ACTIVITY: Your answer is every line of the material below in which the string "Close" occurs.
(Beginning of DATA SUPPLIED)
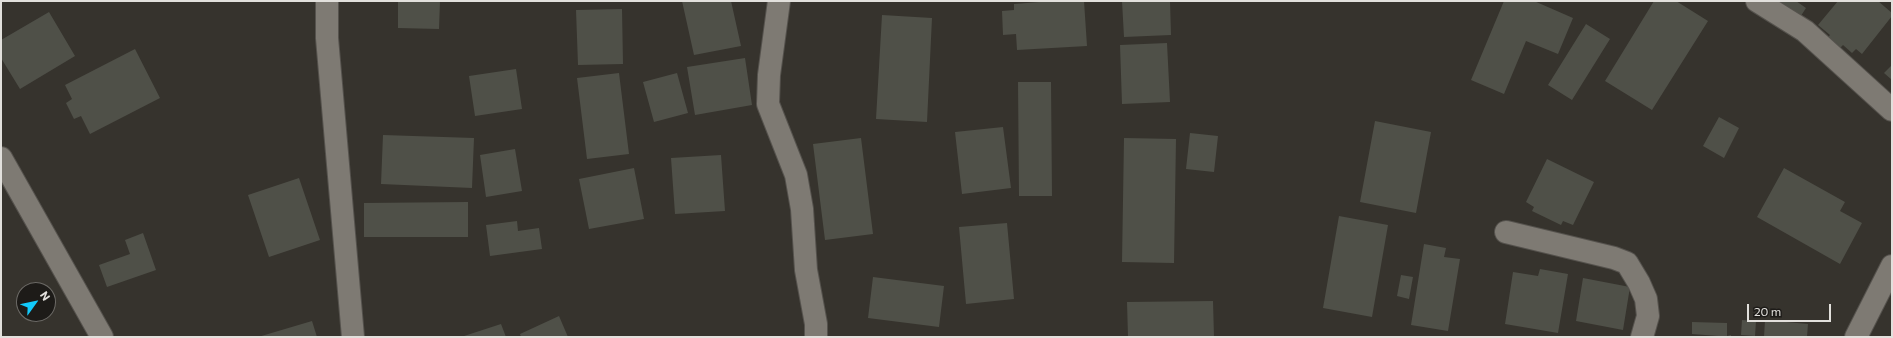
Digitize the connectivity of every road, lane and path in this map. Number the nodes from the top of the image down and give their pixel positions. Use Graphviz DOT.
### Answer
graph roads {
  1 [pos="327,1"];
  2 [pos="779,1"];
  3 [pos="1757,1"];
  4 [pos="1892,110"];
  5 [pos="1,158"];
  6 [pos="1506,232"];
  7 [pos="1892,266"];
  8 [pos="102,337"];
  9 [pos="354,337"];
  10 [pos="816,337"];
  11 [pos="1642,337"];
  12 [pos="1856,337"];
  1 -- 9 [label="street"];
  2 -- 10 [label="street"];
  3 -- 4 [label="street"];
  5 -- 8 [label="street"];
  6 -- 11 [label="street"];
  7 -- 12 [label="street"];
}
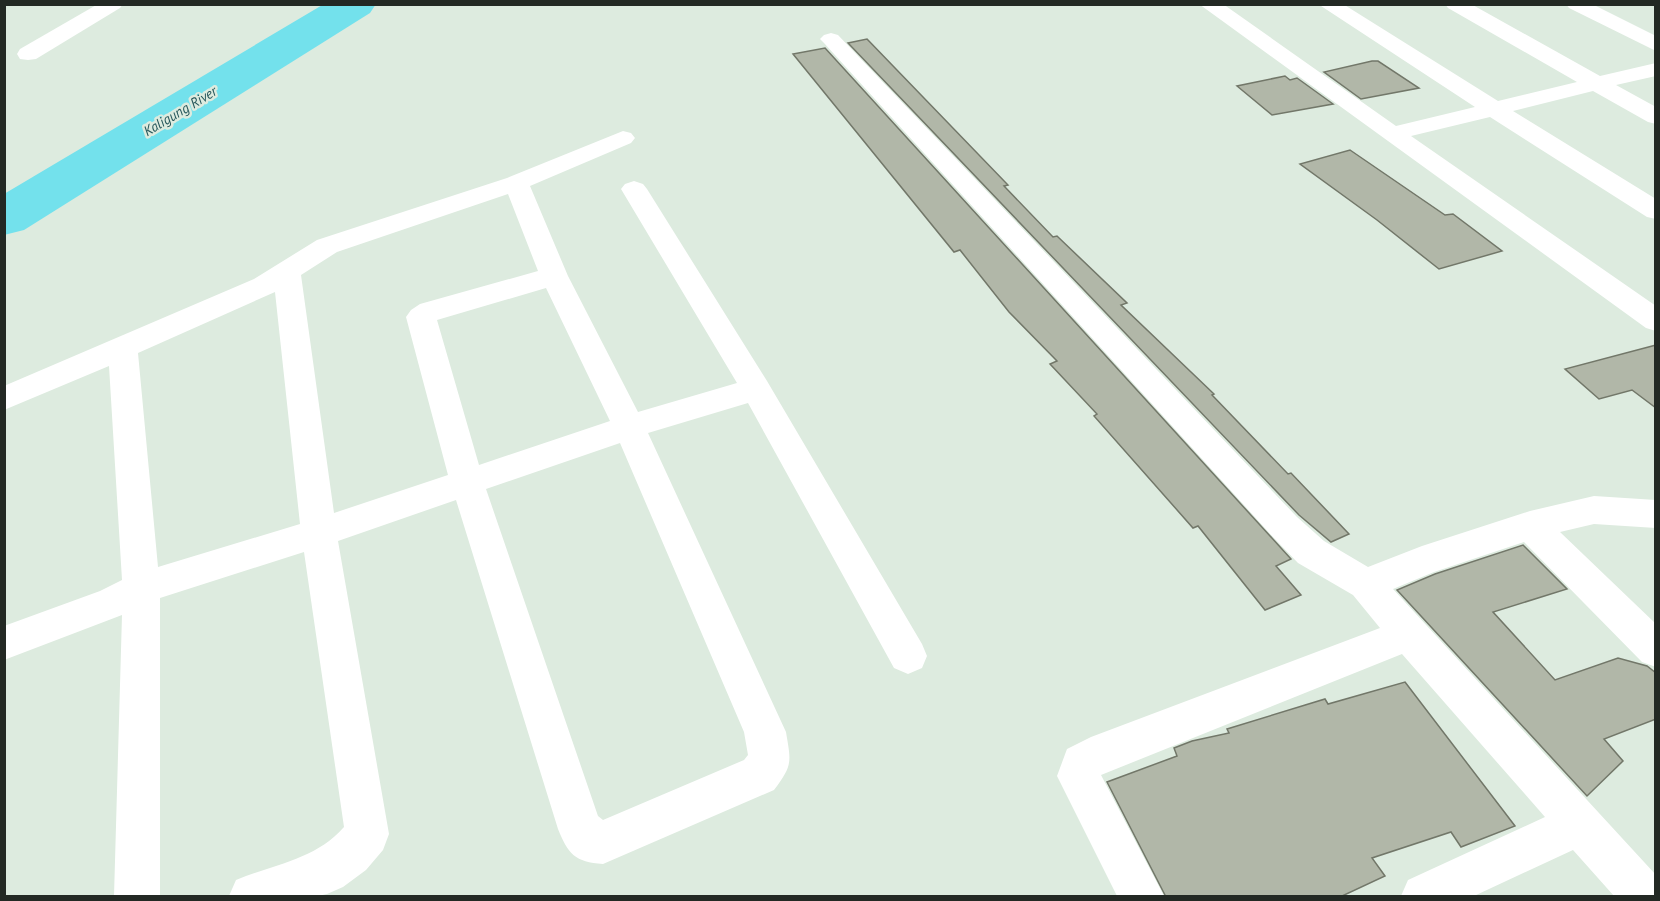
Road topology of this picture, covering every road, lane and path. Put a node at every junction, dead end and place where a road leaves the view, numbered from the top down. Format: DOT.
graph roads {
  1 [pos="113,4"];
  2 [pos="1209,4"];
  3 [pos="1328,4"];
  4 [pos="1455,4"];
  5 [pos="1576,4"];
  6 [pos="831,39"];
  7 [pos="1656,45"];
  8 [pos="28,54"];
  9 [pos="1656,69"];
  10 [pos="1598,85"];
  11 [pos="1494,109"];
  12 [pos="1656,117"];
  13 [pos="1390,134"];
  14 [pos="623,138"];
  15 [pos="516,183"];
  16 [pos="634,189"];
  17 [pos="1656,211"];
  18 [pos="287,271"];
  19 [pos="554,276"];
  20 [pos="1656,321"];
  21 [pos="123,348"];
  22 [pos="756,389"];
  23 [pos="4,399"];
  24 [pos="629,427"];
  25 [pos="467,482"];
  26 [pos="1656,514"];
  27 [pos="1530,525"];
  28 [pos="319,533"];
  29 [pos="1366,584"];
  30 [pos="141,588"];
  31 [pos="1409,634"];
  32 [pos="4,643"];
  33 [pos="1656,650"];
  34 [pos="908,656"];
  35 [pos="1580,824"];
  36 [pos="137,897"];
  37 [pos="252,897"];
  38 [pos="1141,897"];
  39 [pos="1424,897"];
  40 [pos="1644,897"];
  1 -- 8 [label="street"];
  2 -- 13 [label="street"];
  3 -- 11 [label="street"];
  4 -- 10 [label="street"];
  5 -- 7 [label="street"];
  6 -- 29 [label="street"];
  9 -- 10 [label="street"];
  10 -- 11 [label="street"];
  10 -- 12 [label="street"];
  11 -- 13 [label="street"];
  11 -- 17 [label="street"];
  13 -- 20 [label="street"];
  14 -- 15 [label="street"];
  15 -- 18 [label="street"];
  15 -- 19 [label="street"];
  16 -- 22 [label="street"];
  18 -- 21 [label="street"];
  18 -- 28 [label="street"];
  19 -- 24 [label="street"];
  19 -- 25 [label="street"];
  21 -- 23 [label="street"];
  21 -- 30 [label="street"];
  22 -- 24 [label="street"];
  22 -- 34 [label="street"];
  24 -- 25 [label="street"];
  24 -- 25 [label="street"];
  25 -- 28 [label="street"];
  26 -- 27 [label="street"];
  27 -- 29 [label="street"];
  27 -- 33 [label="street"];
  28 -- 30 [label="street"];
  28 -- 37 [label="street"];
  29 -- 31 [label="street"];
  30 -- 32 [label="street"];
  30 -- 36 [label="street"];
  31 -- 35 [label="street"];
  31 -- 38 [label="street"];
  35 -- 39 [label="street"];
  35 -- 40 [label="street"];
}
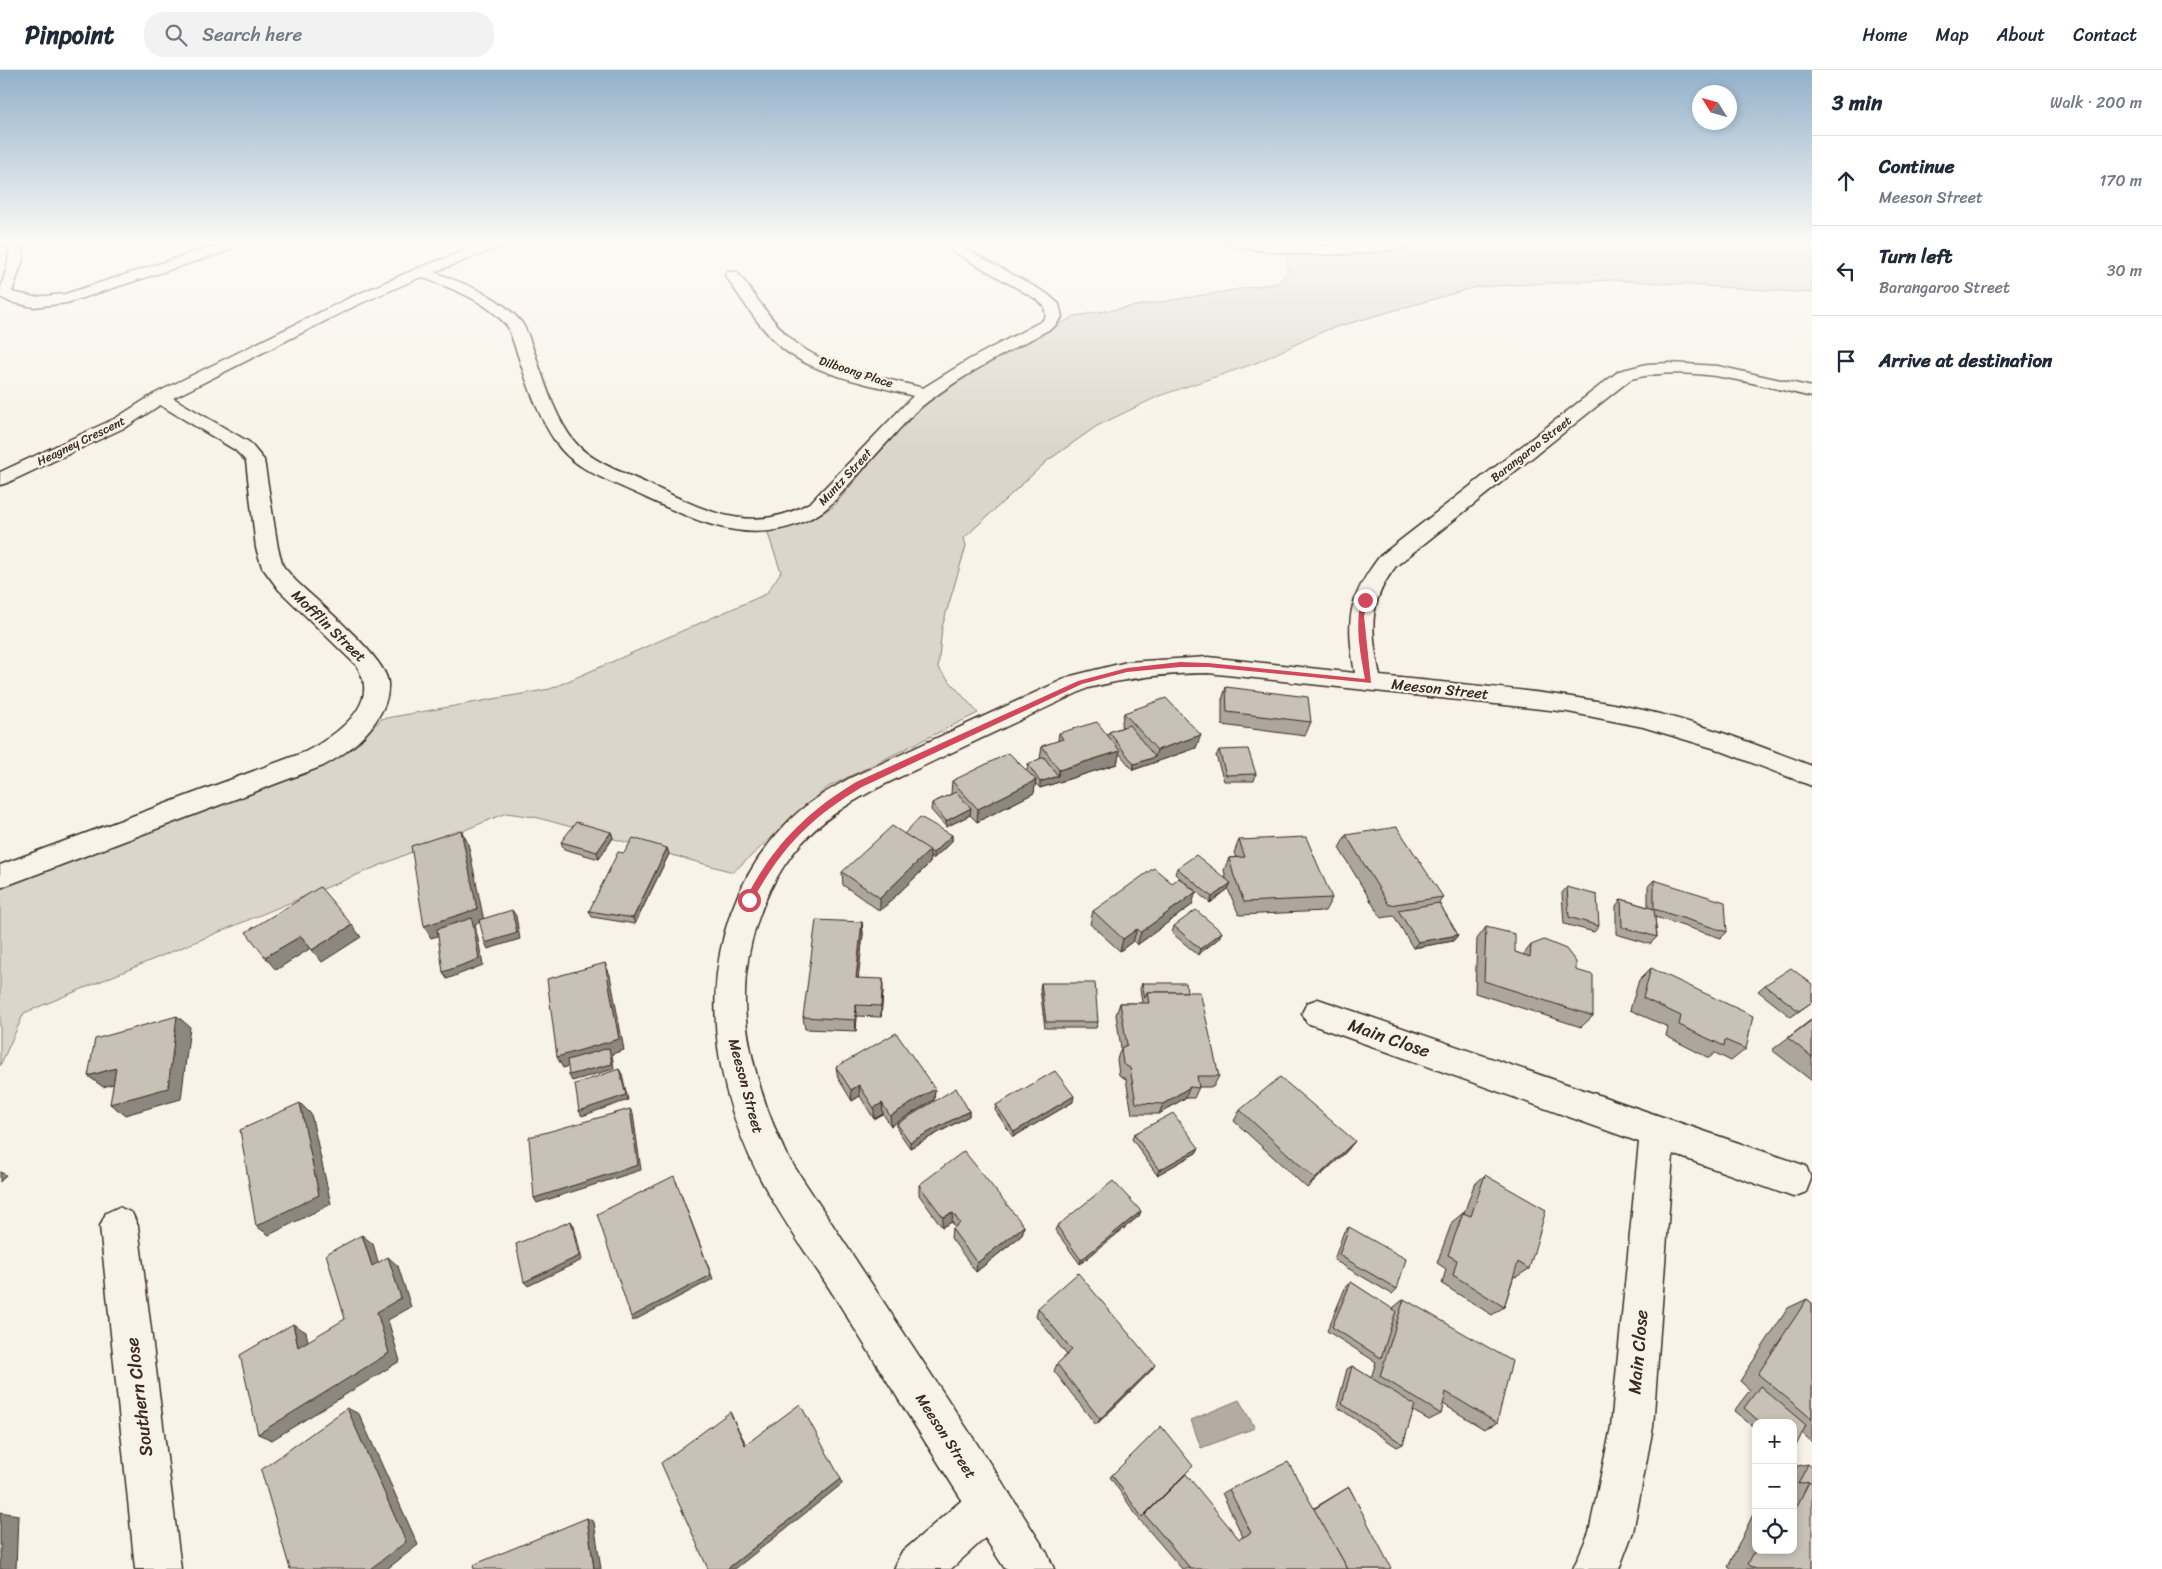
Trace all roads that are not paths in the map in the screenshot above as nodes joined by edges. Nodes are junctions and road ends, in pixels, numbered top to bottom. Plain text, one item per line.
1 (334, 311) edge
2 (504, 311) edge
3 (760, 311) edge
4 (1053, 311) edge
5 (1812, 392) edge
6 (925, 394) junction
7 (160, 398) junction
8 (74, 440) junction
9 (0, 469) edge
10 (0, 479) edge
11 (1369, 681) junction
12 (1811, 770) edge
13 (0, 877) edge
14 (1318, 1013) dead end
15 (1657, 1132) junction
16 (1793, 1179) dead end
17 (119, 1226) dead end
18 (990, 1504) junction
19 (158, 1569) edge
20 (917, 1569) edge
21 (1031, 1569) edge
22 (1596, 1569) edge

1 - 7 street, Heagney Crescent
2 - 6 street, Muntz Street
3 - 6 street, Dilboong Place
4 - 6 street, Muntz Street
5 - 11 street, Barangaroo Street
7 - 8 street, Heagney Crescent
7 - 13 street, Mofflin Street
8 - 9 street, Heagney Crescent
8 - 10 street, Heagney Crescent
11 - 12 street, Meeson Street
11 - 18 street, Meeson Street
14 - 15 street, Main Close
15 - 16 street, Main Close
15 - 22 street, Main Close
17 - 19 street, Southern Close
18 - 20 street
18 - 21 street, Meeson Street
(End of DATA SUPPLIED)
SOLUTION:
14 - 15 street, Main Close
15 - 16 street, Main Close
15 - 22 street, Main Close
17 - 19 street, Southern Close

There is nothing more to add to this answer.